Ugandan President Yoweri Museveni has ordered traditional healers to stop treating sick people in a bid to halt the spread of Ebola, which has already claimed the lives of 19 individuals.
In a televised address to the nation, he used the most widely spoken Ugandan language, telling spiritual healers and herbal healers not to get involved in trying to treat people suspected of contracting Ebola. He also ordered security services working alongside health officials to arrest people suspected of having the virus who refuse to be excluded from further investigation.
This follows the death of a 45-year-old man who was listed by health officials as having tested positive for Ebola.
The man, who died in a Kampala hospital on October 7, fled from his village in Mubende district, the epicenter of the outbreak, sought medical attention from a traditional head in another province, before arriving at the hospital in the capital. He died after nearly ten hours of hospitalization, authorities say.

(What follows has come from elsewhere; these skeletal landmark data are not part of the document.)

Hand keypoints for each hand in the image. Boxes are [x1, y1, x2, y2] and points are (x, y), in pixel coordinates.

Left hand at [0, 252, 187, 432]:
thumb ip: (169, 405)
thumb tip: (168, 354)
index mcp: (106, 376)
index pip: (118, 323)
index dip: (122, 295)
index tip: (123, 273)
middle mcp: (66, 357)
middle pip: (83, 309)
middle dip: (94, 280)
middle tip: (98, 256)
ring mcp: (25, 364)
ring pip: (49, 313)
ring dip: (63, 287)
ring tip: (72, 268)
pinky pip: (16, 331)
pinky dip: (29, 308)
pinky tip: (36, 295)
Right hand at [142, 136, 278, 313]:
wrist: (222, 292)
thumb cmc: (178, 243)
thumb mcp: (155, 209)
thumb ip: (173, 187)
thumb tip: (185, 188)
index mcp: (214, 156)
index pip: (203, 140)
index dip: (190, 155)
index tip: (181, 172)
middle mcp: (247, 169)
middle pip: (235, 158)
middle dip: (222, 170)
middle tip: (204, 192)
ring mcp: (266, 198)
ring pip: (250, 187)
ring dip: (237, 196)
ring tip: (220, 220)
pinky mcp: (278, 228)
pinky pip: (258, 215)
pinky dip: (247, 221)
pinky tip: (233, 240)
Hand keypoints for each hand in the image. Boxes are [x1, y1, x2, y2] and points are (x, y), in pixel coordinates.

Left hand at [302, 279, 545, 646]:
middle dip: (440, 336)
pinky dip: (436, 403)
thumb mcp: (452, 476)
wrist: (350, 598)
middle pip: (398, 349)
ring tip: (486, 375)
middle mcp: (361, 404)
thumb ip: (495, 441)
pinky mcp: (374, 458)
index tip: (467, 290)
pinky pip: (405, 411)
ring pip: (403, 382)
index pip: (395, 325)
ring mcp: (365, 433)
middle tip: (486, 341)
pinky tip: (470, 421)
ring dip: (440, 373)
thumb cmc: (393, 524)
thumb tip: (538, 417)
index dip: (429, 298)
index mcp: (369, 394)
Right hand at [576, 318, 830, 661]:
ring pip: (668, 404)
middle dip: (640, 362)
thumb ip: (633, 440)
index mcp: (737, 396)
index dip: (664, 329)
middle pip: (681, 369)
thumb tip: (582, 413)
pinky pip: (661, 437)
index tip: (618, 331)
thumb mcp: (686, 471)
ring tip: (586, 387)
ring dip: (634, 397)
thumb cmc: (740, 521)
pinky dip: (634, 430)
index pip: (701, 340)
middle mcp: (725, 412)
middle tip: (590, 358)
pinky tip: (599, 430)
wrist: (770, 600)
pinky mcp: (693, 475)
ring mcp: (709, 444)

Some of the man’s family members have been placed under quarantine, while others hid from medical staff. The president asked them to report to health facilities.
Although Museveni said there are currently no confirmed cases of Ebola in Kampala, he warned the public to remain vigilant, and gave assurances that health workers would contain the epidemic.
“Witchdoctors, traditionalists and herbalists should not accept sick people now. Suspend what you are doing. There is no witchcraft here. Ebola is a disease. The communities in the affected areas should know Ebola is deadly and spread through contacts with the affected person,” Museveni said.
It has been almost a month since the Ebola outbreak was declared in Uganda, which has spread to five districts. So far, 54 people have been confirmed to have the virus, with 19 deaths recorded. 20 people, including five medical staff, have recovered.
The World Health Organization chief Tedros Adhanom Ghebreyesus said that clinical trials could start within weeks on drugs to combat the particular strain circulating in Uganda known as the Sudan ebola virus, for which there is currently no vaccine.